Boris Johnson unveiled a package of unprecedented economic measures to help Britain bounce back from coronavirus today.
In a major speech in Dudley the Prime Minister vowed to get the country back on track with a “New Deal” programme of building and investment – and fast tracking £5 billion of spending.
The PM vowed a Roosevelt-style plan to pick up the country and get it going again after three months of shutdown.
And he announced what was billed as “the most radical reforms to our planning system since the Second World War” by cutting red tape to revitalise our high streets.
Alongside his programme he revealed £12 billion of funding for a homes plan that will support up to 180,000 new affordable homes for ownership and rent over the next 8 years.
Included in that will be a 1,500 unit pilot of ‘First Homes’ told to people buying a home for the first time – at a 30 per cent discount.
He said: “We will build fantastic new homes on brownfields sites and other areas, with better transport and other infrastructure, that could be suitable and right for development.
“We will address that intergenerational injustice and help young people get people the housing ladder the way their parents and grandparents could.

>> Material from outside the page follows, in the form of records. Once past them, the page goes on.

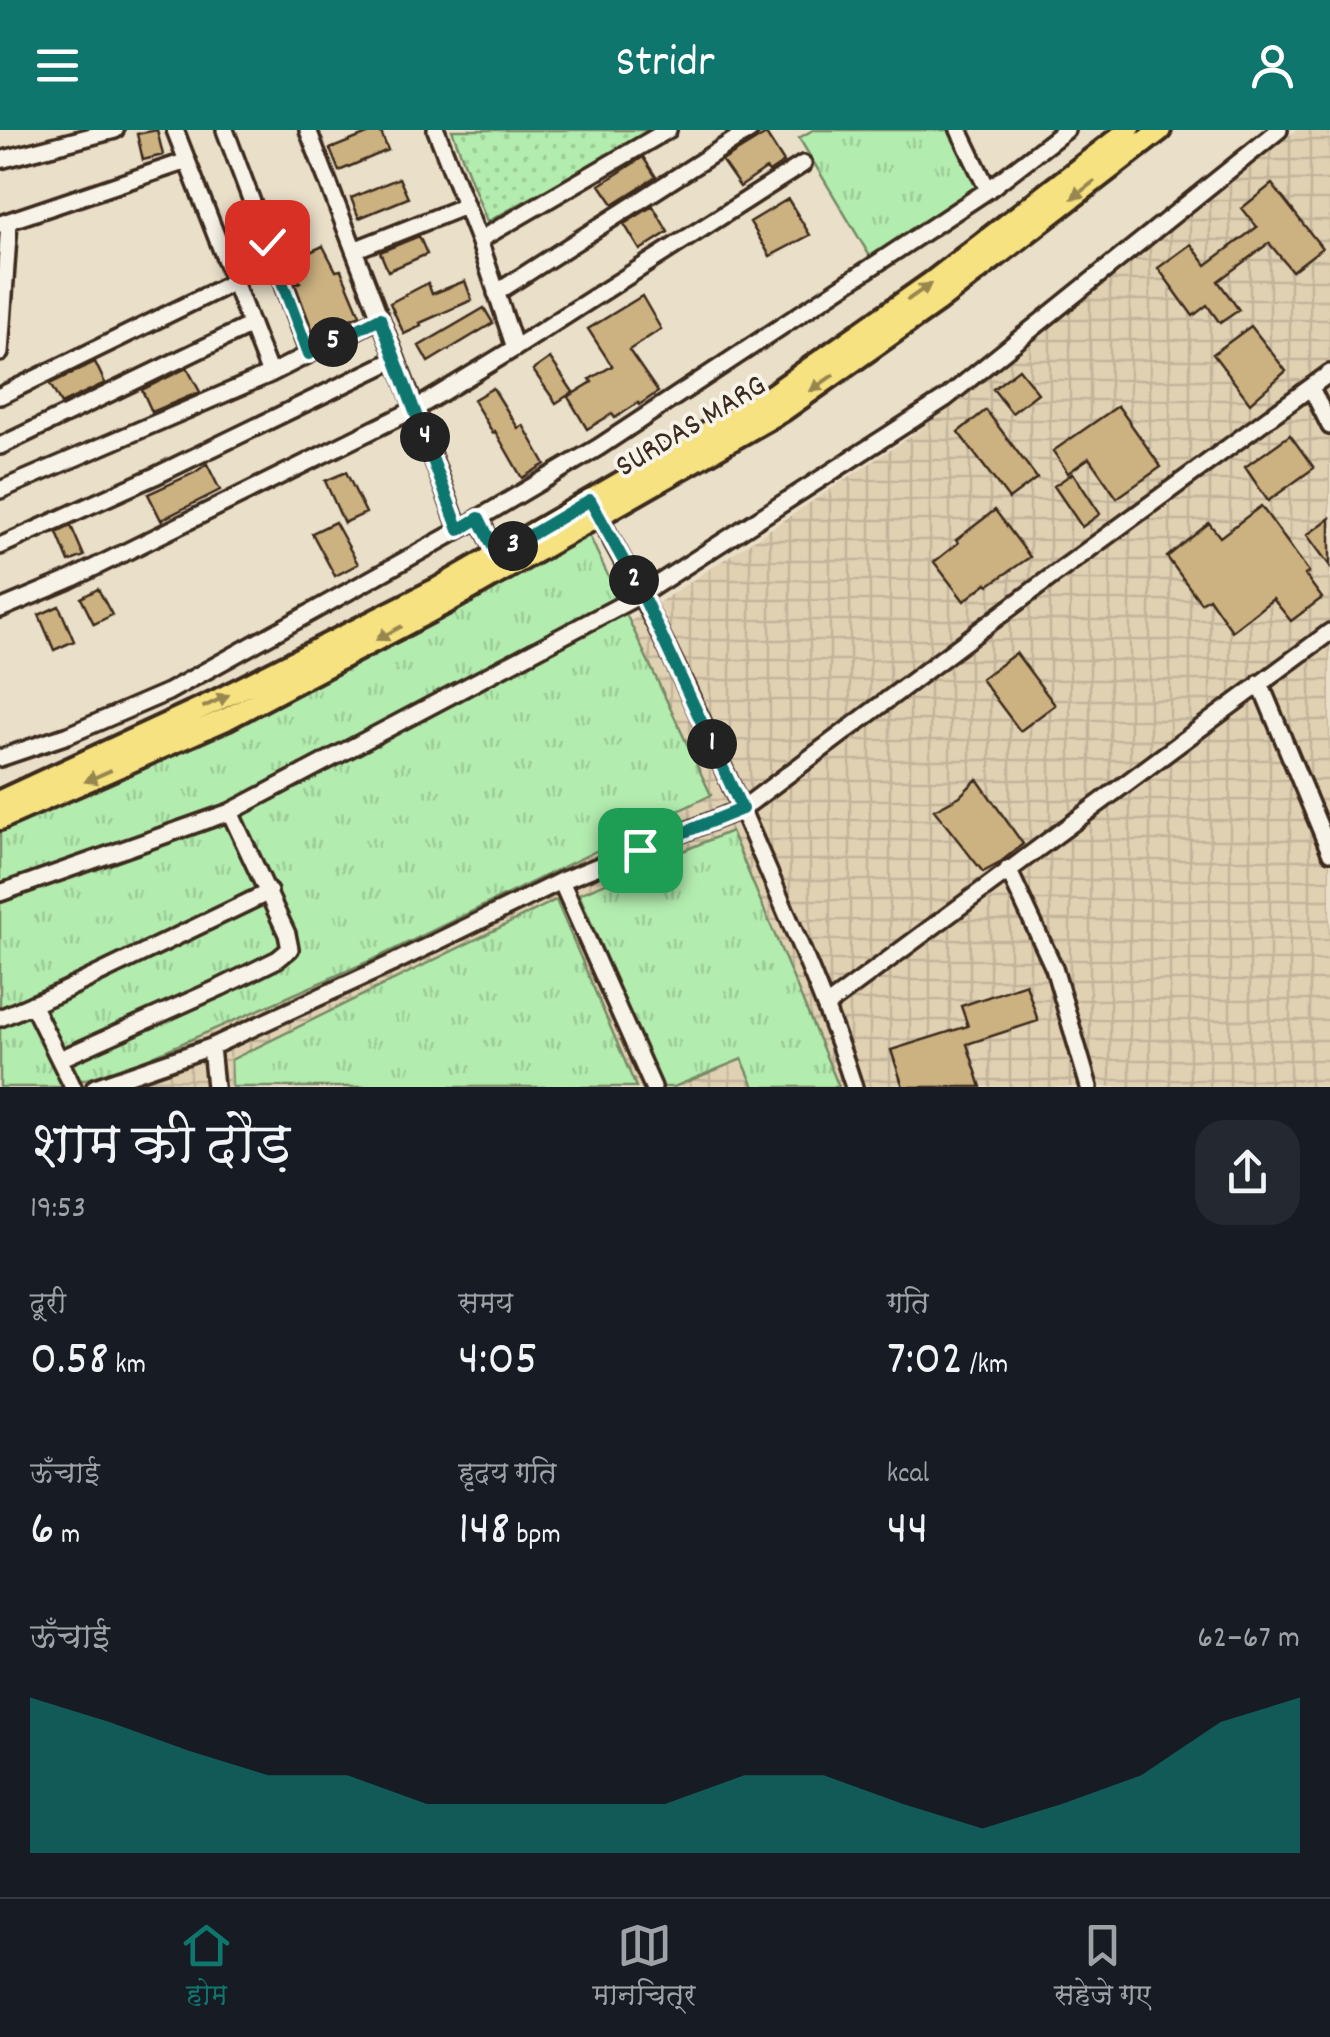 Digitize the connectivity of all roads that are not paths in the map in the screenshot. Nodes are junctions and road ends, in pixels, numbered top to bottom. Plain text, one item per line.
1 (114, 130) edge
2 (175, 130) edge
3 (225, 130) edge
4 (308, 130) edge
5 (436, 130) edge
6 (750, 130) edge
7 (959, 130) edge
8 (1065, 130) edge
9 (1129, 130) edge
10 (1160, 130) edge
11 (1279, 130) edge
12 (666, 131) edge
13 (0, 160) edge
14 (187, 161) junction
15 (803, 164) dead end
16 (988, 190) junction
17 (466, 206) junction
18 (5, 223) edge
19 (479, 240) junction
20 (354, 250) junction
21 (234, 282) junction
22 (496, 293) junction
23 (380, 318) junction
24 (251, 324) junction
25 (516, 348) junction
26 (0, 353) edge
27 (309, 354) junction
28 (396, 359) junction
29 (270, 374) junction
30 (1330, 374) edge
31 (1311, 388) junction
32 (0, 396) edge
33 (415, 408) junction
34 (1330, 426) edge
35 (0, 446) edge
36 (0, 490) edge
37 (595, 509) junction
38 (479, 518) junction
39 (459, 530) junction
40 (0, 546) edge
41 (497, 555) junction
42 (642, 594) junction
43 (0, 608) edge
44 (1330, 632) edge
45 (1260, 683) junction
46 (0, 758) edge
47 (0, 800) edge
48 (742, 809) junction
49 (230, 812) junction
50 (0, 819) edge
51 (1330, 852) edge
52 (1008, 869) junction
53 (561, 881) junction
54 (269, 892) junction
55 (0, 893) edge
56 (32, 1004) junction
57 (826, 1006) junction
58 (0, 1018) edge
59 (212, 1047) junction
60 (60, 1060) junction
61 (73, 1087) edge
62 (95, 1087) edge
63 (214, 1087) edge
64 (653, 1087) edge
65 (854, 1087) edge
66 (1089, 1087) edge

1 - 13 street
2 - 14 street
3 - 27 street
4 - 20 street
5 - 17 street
6 - 22 street
7 - 16 street
8 - 16 street
37 -> 9 main road, SURDAS MARG
10 -> 37 main road, SURDAS MARG
11 - 42 street
12 - 19 street
14 - 18 street
14 - 21 street
15 - 25 street
16 - 38 street
17 - 19 street
17 - 20 street
18 - 26 street
19 - 22 street
20 - 23 street
21 - 24 street
21 - 32 street
22 - 25 street
23 - 27 street
23 - 28 street
24 - 29 street
24 - 35 street
25 - 33 street
27 - 29 street
28 - 33 street
28 - 40 street
29 - 36 street
30 - 31 street
31 - 34 street
31 - 48 street
33 - 39 street
33 - 43 street
37 - 41 main road, SURDAS MARG
37 - 42 street
37 -> 50 main road, SURDAS MARG
38 - 39 street
38 - 41 street
39 - 46 street
47 -> 41 main road, SURDAS MARG
42 - 48 street
42 - 49 street
44 - 45 street
45 - 51 street
45 - 52 street
48 - 53 street
48 - 57 street
49 - 54 street
49 - 55 street
52 - 57 street
52 - 66 street
53 - 59 street
53 - 64 street
54 - 56 street
54 - 60 street
56 - 58 street
56 - 60 street
57 - 65 street
59 - 62 street
59 - 63 street
60 - 61 street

“We will build better, we will build greener, and faster.”
Yet the promises of new homes for young people built on brownfield sites is quite a tired one.
Gordon Brown pledged 3 million new homes in 2007 within the reach “of the many” not the few, estimating that 60,000 of them could be built on brownfield land owned by local authorities.
His promises were shortly followed by similar calls by his successor, David Cameron, who said 200,000 homes will be made available to first-time buyers in England by 2020 if the Tories win the election in 2015, which they duly did.
In 2018 Theresa May pledged to meet the national housing crisis head on by building the houses we need.
So Johnson’s post-Covid stimulus is hardly new, and few people will be holding their breath to see if they are fulfilled.